** Input material follows **

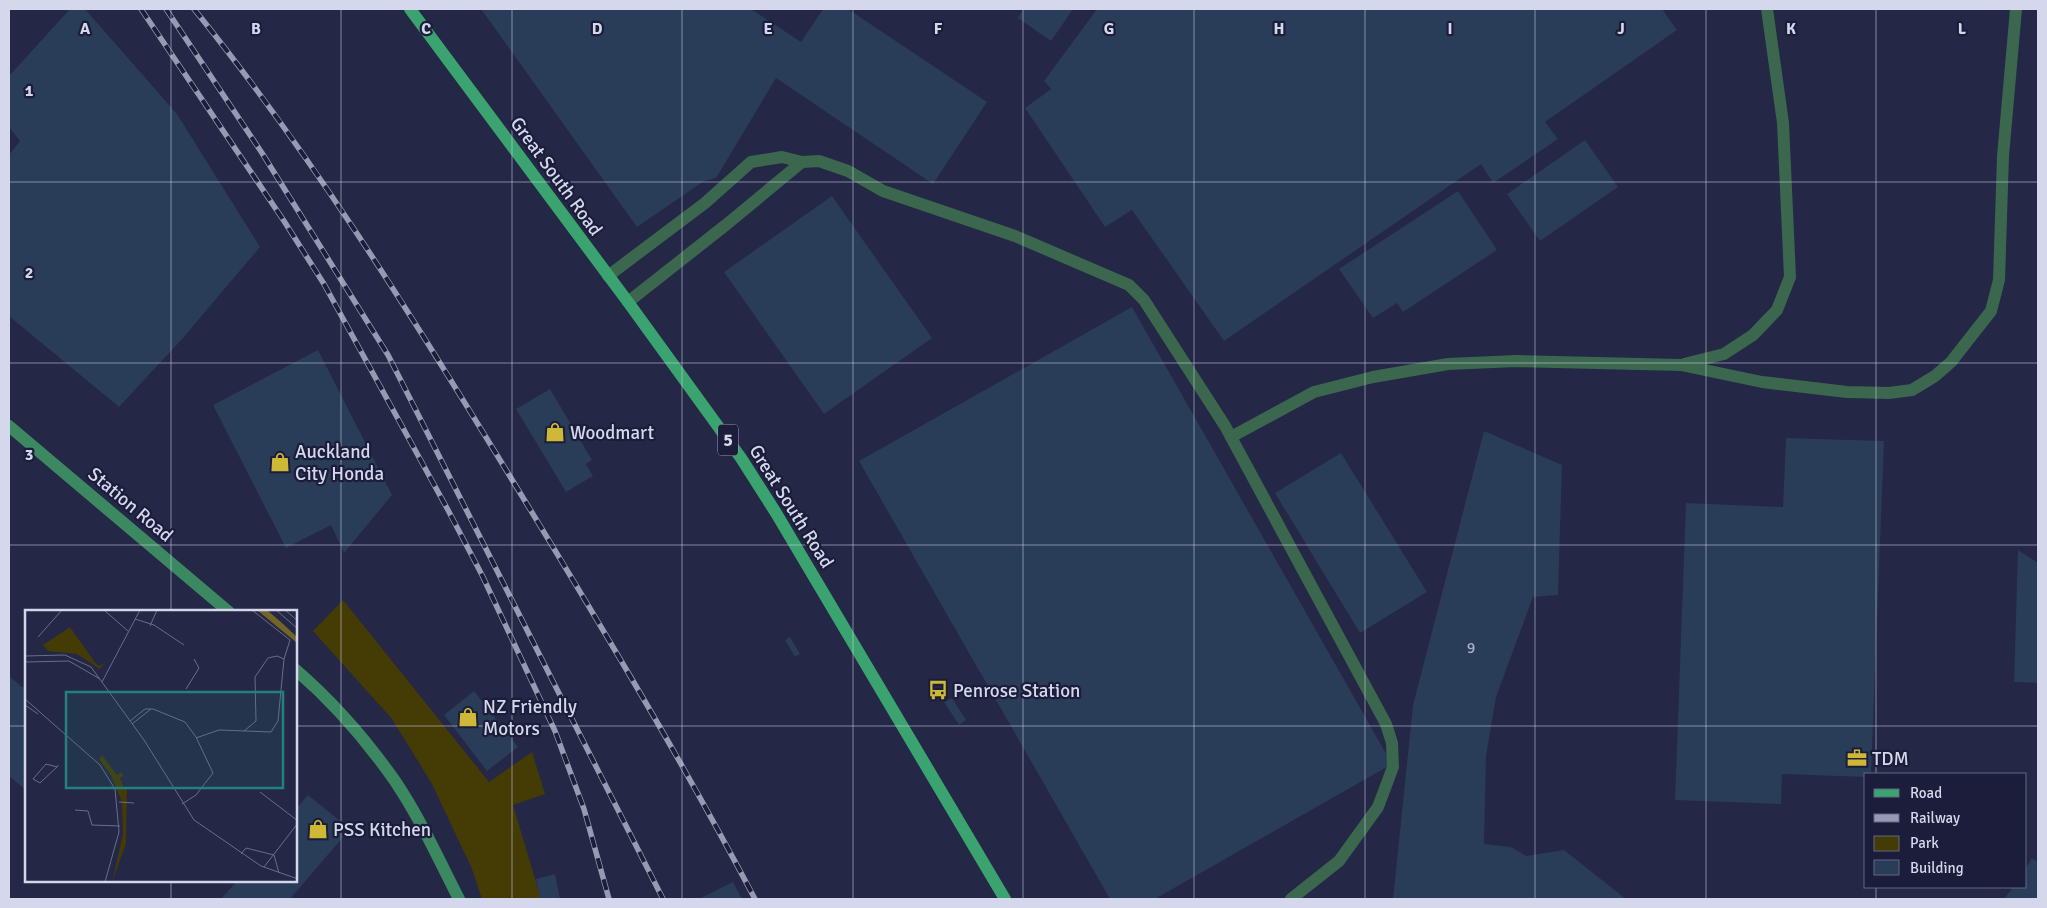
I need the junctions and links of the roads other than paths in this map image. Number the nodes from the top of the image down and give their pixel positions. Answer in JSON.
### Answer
{"nodes":[{"id":1,"x":410,"y":9,"type":"edge"},
{"id":2,"x":1767,"y":9,"type":"edge"},
{"id":3,"x":2016,"y":9,"type":"edge"},
{"id":4,"x":802,"y":162,"type":"junction"},
{"id":5,"x":608,"y":276,"type":"junction"},
{"id":6,"x":628,"y":302,"type":"junction"},
{"id":7,"x":1681,"y":365,"type":"junction"},
{"id":8,"x":9,"y":426,"type":"edge"},
{"id":9,"x":1231,"y":437,"type":"junction"},
{"id":10,"x":227,"y":610,"type":"edge"},
{"id":11,"x":298,"y":672,"type":"edge"},
{"id":12,"x":459,"y":899,"type":"edge"},
{"id":13,"x":1005,"y":899,"type":"edge"},
{"id":14,"x":1291,"y":899,"type":"edge"}],
"edges":[{"from":1,"to":5,"type":"main road","name":"Great South Road","number":"5"},
{"from":2,"to":7,"type":"lane"},
{"from":3,"to":7,"type":"lane"},
{"from":4,"to":5,"type":"lane"},
{"from":4,"to":6,"type":"lane"},
{"from":4,"to":9,"type":"lane"},
{"from":5,"to":6,"type":"main road","name":"Great South Road","number":"5"},
{"from":6,"to":13,"type":"main road","name":"Great South Road","number":"5"},
{"from":7,"to":9,"type":"lane"},
{"from":8,"to":10,"type":"main road","name":"Station Road"},
{"from":9,"to":14,"type":"lane"},
{"from":11,"to":12,"type":"main road"}]}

** End of Input material **

## Action item
Write out each line of the data exactly; the images should be left out.

## Response to this task
I need the junctions and links of the roads other than paths in this map image. Number the nodes from the top of the image down and give their pixel positions. Answer in JSON.
### Answer
{"nodes":[{"id":1,"x":410,"y":9,"type":"edge"},
{"id":2,"x":1767,"y":9,"type":"edge"},
{"id":3,"x":2016,"y":9,"type":"edge"},
{"id":4,"x":802,"y":162,"type":"junction"},
{"id":5,"x":608,"y":276,"type":"junction"},
{"id":6,"x":628,"y":302,"type":"junction"},
{"id":7,"x":1681,"y":365,"type":"junction"},
{"id":8,"x":9,"y":426,"type":"edge"},
{"id":9,"x":1231,"y":437,"type":"junction"},
{"id":10,"x":227,"y":610,"type":"edge"},
{"id":11,"x":298,"y":672,"type":"edge"},
{"id":12,"x":459,"y":899,"type":"edge"},
{"id":13,"x":1005,"y":899,"type":"edge"},
{"id":14,"x":1291,"y":899,"type":"edge"}],
"edges":[{"from":1,"to":5,"type":"main road","name":"Great South Road","number":"5"},
{"from":2,"to":7,"type":"lane"},
{"from":3,"to":7,"type":"lane"},
{"from":4,"to":5,"type":"lane"},
{"from":4,"to":6,"type":"lane"},
{"from":4,"to":9,"type":"lane"},
{"from":5,"to":6,"type":"main road","name":"Great South Road","number":"5"},
{"from":6,"to":13,"type":"main road","name":"Great South Road","number":"5"},
{"from":7,"to":9,"type":"lane"},
{"from":8,"to":10,"type":"main road","name":"Station Road"},
{"from":9,"to":14,"type":"lane"},
{"from":11,"to":12,"type":"main road"}]}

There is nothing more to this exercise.